The problem
Each line of the listing below must be retyped exactly, with images left out.

[Record excerpts]

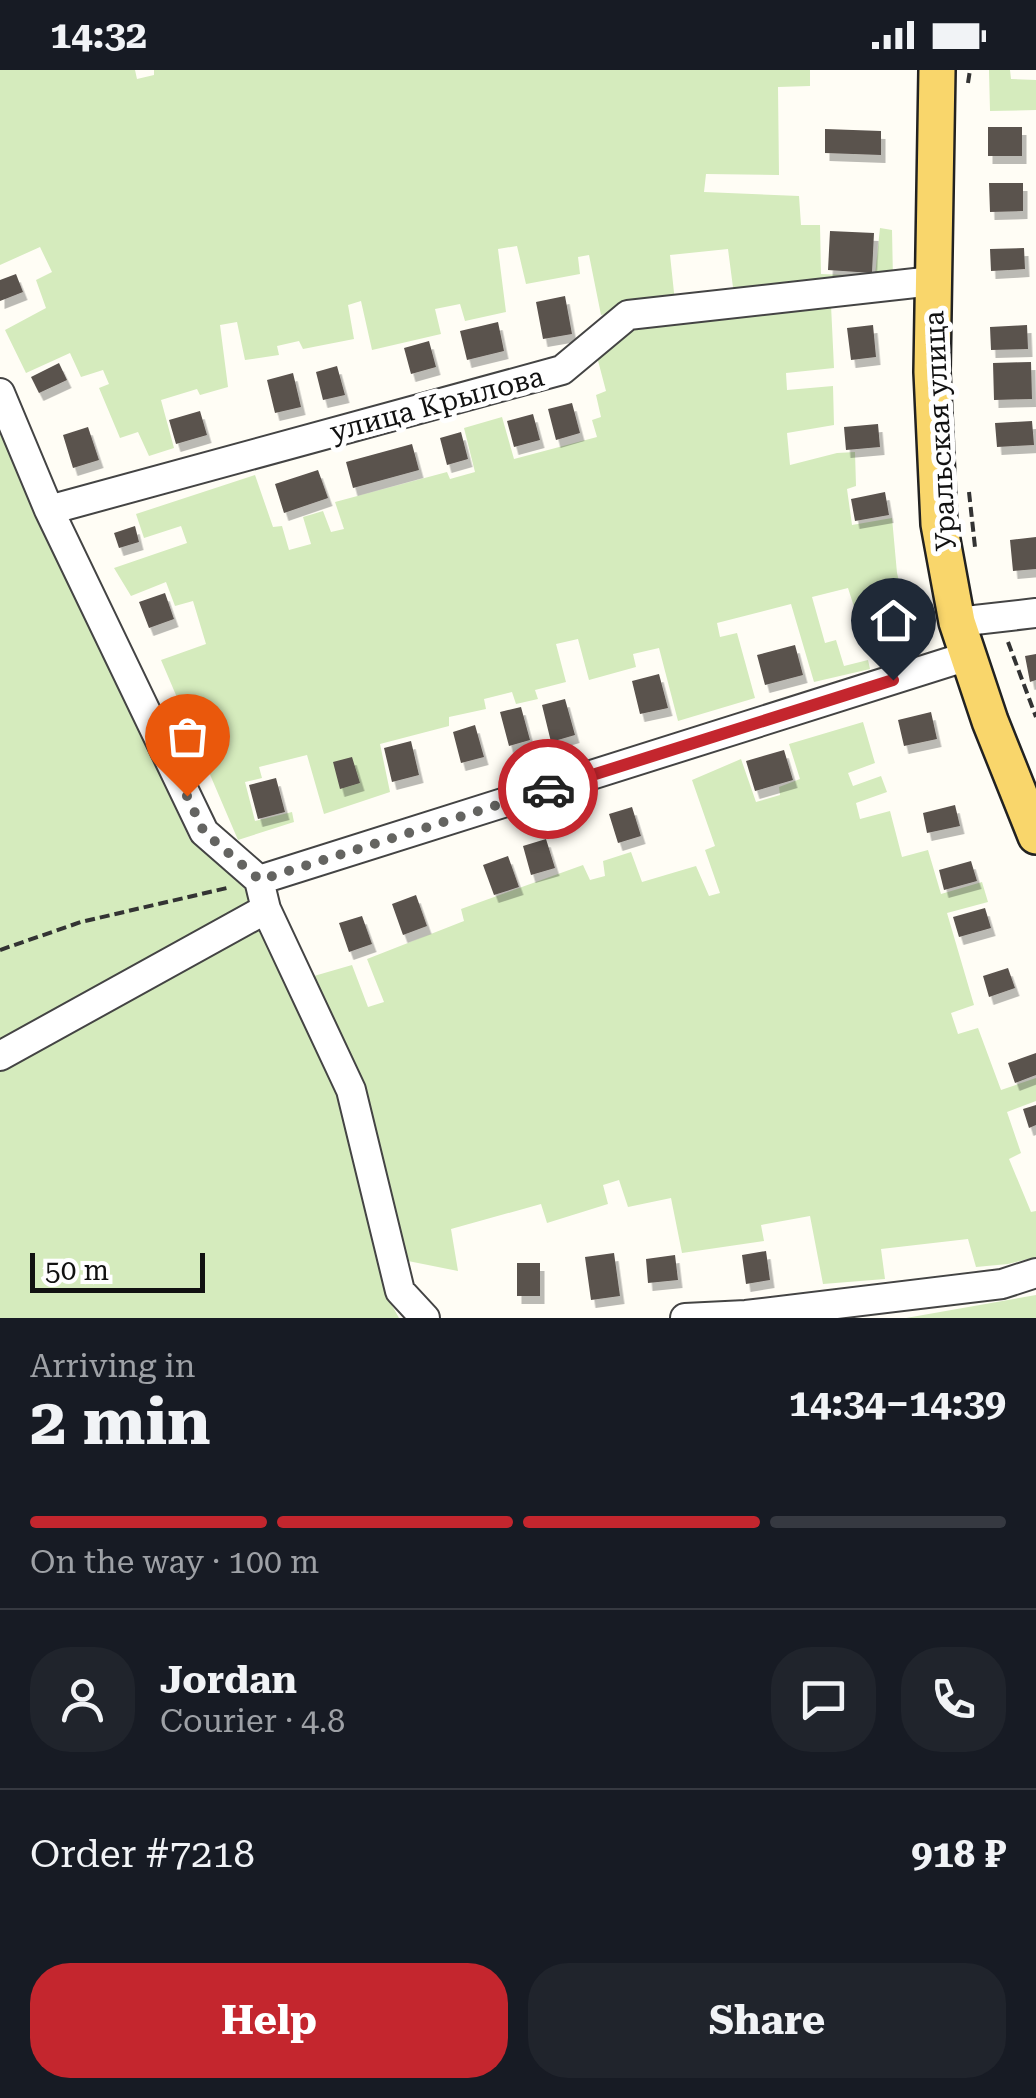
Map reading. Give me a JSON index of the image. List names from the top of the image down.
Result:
{
  "streets": {
    "main road": ["Уральская улица"],
    "street": ["улица Крылова"]
  },
  "crossings": [
    ["улица Крылова", "Уральская улица"]
  ],
  "scale_bar": "50 m",
  "page": {
    "status": "14:32",
    "scale": "50 m",
    "heading": ["2 min", "Arriving in", "14:34–14:39"],
    "panel": [
      "Jordan",
      "Courier · 4.8",
      "Order #7218",
      "918 ₽"
    ],
    "bar": "On the way · 100 m",
    "buttons": ["Help", "Share"]
  }
}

[/Record excerpts]

Answer area
Map reading. Give me a JSON index of the image. List names from the top of the image down.
Result:
{
  "streets": {
    "main road": ["Уральская улица"],
    "street": ["улица Крылова"]
  },
  "crossings": [
    ["улица Крылова", "Уральская улица"]
  ],
  "scale_bar": "50 m",
  "page": {
    "status": "14:32",
    "scale": "50 m",
    "heading": ["2 min", "Arriving in", "14:34–14:39"],
    "panel": [
      "Jordan",
      "Courier · 4.8",
      "Order #7218",
      "918 ₽"
    ],
    "bar": "On the way · 100 m",
    "buttons": ["Help", "Share"]
  }
}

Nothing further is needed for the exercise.